Though the WHO announced that the reported number of new cases of sleeping sickness has has dropped below 10,000 for the first time in 50 years, sustained research and development for new diagnostics and treatment remain an urgent priority.
South Sudan 2010 © Marco Baroncini/MSF
In June 2010, the World Health Organization (WHO) announced that the reported number of new cases of sleeping sickness, or human African trypanosomiasis (HAT), has dropped below 10,000 for the first time in 50 years. There were 9,877 reported cases of the disease in 2009 compared to 17,600 in 2004. The WHO is justifiably proud of this achievement and says that it aspires to eliminate the fatal and much neglected disease altogether. However, the reality is that no one knows exactly how large a public health threat sleeping sickness continues to be as the disease is still highly prevalent in an unknown number of remote and neglected areas of Africa.
Sleeping sickness, a parasitic disease transmitted by the bite of the tsetse fly, is 100 percent fatal if left untreated. Over the past century the disease has ravaged Africa with severe epidemics in Kenya, Tanzania, Uganda, Nigeria, and Democratic Republic of Congo (DRC). The disease has had serious socio-economic consequences, wiping out families and communities. By the 1960s, sleeping sickness was brought under control and regarded as a public health problem of the past. But complacency and neglect led to its re-emergence in the mid-1970s.

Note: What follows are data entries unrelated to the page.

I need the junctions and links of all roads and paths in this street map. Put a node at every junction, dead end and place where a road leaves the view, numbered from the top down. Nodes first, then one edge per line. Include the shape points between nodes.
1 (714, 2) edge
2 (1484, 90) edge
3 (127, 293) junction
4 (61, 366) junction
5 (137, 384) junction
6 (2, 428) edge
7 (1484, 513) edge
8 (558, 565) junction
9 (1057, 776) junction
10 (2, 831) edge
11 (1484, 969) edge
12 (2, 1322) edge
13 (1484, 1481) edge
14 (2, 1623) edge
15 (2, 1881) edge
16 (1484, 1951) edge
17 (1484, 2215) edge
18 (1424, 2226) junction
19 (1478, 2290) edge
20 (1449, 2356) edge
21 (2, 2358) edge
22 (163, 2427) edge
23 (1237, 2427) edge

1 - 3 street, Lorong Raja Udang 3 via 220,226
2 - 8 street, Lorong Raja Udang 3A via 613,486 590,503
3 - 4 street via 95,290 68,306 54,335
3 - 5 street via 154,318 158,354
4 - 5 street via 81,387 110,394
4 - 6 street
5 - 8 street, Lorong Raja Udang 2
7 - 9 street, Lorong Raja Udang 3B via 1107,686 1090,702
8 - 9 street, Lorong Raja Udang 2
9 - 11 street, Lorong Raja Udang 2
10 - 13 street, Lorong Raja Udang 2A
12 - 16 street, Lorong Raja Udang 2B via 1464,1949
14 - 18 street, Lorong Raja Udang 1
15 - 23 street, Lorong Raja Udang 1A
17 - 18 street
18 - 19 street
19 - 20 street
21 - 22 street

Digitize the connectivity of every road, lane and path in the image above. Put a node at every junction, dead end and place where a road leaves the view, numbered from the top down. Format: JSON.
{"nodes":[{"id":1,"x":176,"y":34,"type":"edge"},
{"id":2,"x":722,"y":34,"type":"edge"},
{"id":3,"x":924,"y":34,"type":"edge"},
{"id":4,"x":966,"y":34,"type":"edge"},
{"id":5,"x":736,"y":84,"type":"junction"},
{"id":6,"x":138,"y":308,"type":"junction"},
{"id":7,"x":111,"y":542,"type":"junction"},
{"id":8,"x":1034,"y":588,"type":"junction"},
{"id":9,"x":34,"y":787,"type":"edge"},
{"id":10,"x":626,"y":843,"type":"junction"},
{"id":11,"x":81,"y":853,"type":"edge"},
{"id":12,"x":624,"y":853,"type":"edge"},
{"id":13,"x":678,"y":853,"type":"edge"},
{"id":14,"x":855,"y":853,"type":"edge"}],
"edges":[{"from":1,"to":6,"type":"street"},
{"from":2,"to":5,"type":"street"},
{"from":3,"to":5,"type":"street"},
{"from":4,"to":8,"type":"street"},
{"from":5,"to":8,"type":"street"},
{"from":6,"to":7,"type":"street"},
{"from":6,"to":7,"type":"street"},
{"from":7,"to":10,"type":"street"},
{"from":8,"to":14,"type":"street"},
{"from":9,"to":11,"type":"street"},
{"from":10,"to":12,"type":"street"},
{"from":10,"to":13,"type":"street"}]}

Doctors Without Borders/Médecins Sans Frontières (MSF) has found that the disease is still affecting hundreds of people. In recent years, MSF had projects to detect and treat sleeping sickness in Haut-Uélé, Orientale province, in DRC. In that time, medical teams found areas of high infection; approximately 3.4 percent of the 46,601 people screened (1,570 cases) tested positive and were treated. Conflict in the area, however, forced MSF to cease its activities in March 2009. Since then, countless infected patients have gone without the treatment they need.
Conflict is also fueling the spread of sleeping sickness. People displaced by fighting can carry the parasite to new areas, reactivating the disease in regions where it had previously been eradicated. The disease may spread, for example, when an uninfected fly bites an affected person and in turn infects another person.
The size of the problem is unknown, but tools to address it are also sorely lacking. Diagnostic measures are outdated: for patients with suspected sleeping sickness, a lumbar puncture is the only way to determine whether they are in the early or late stage of the disease. Until last year, the only treatment for late stage (stage 2) sleeping sickness was melarsoprol—a 20 year-old, highly toxic arsenic-based treatment that kills between 3 and 10 percent of patients. At the end of 2009, a new combination treatment called Nifurtimox Eflornithine Combination Therapy, or NECT, was introduced in several countries, representing an important step forward. However, the treatment still requires patients to spend 10 days in the hospital and is not available everywhere.
Sustained research and development for new diagnostics and treatment is still an urgent priority. Over the past 25 years, MSF has treated nearly 50,000 cases and remains one of the leading organizations to respond to outbreaks. MSF currently has projects in DRC, the Central African Republic, Chad, and is restarting activities in Uganda, which has seen serious epidemics in the past. Further sustained effort is essential before we can claim that we are on the pathway to elimination of sleeping sickness.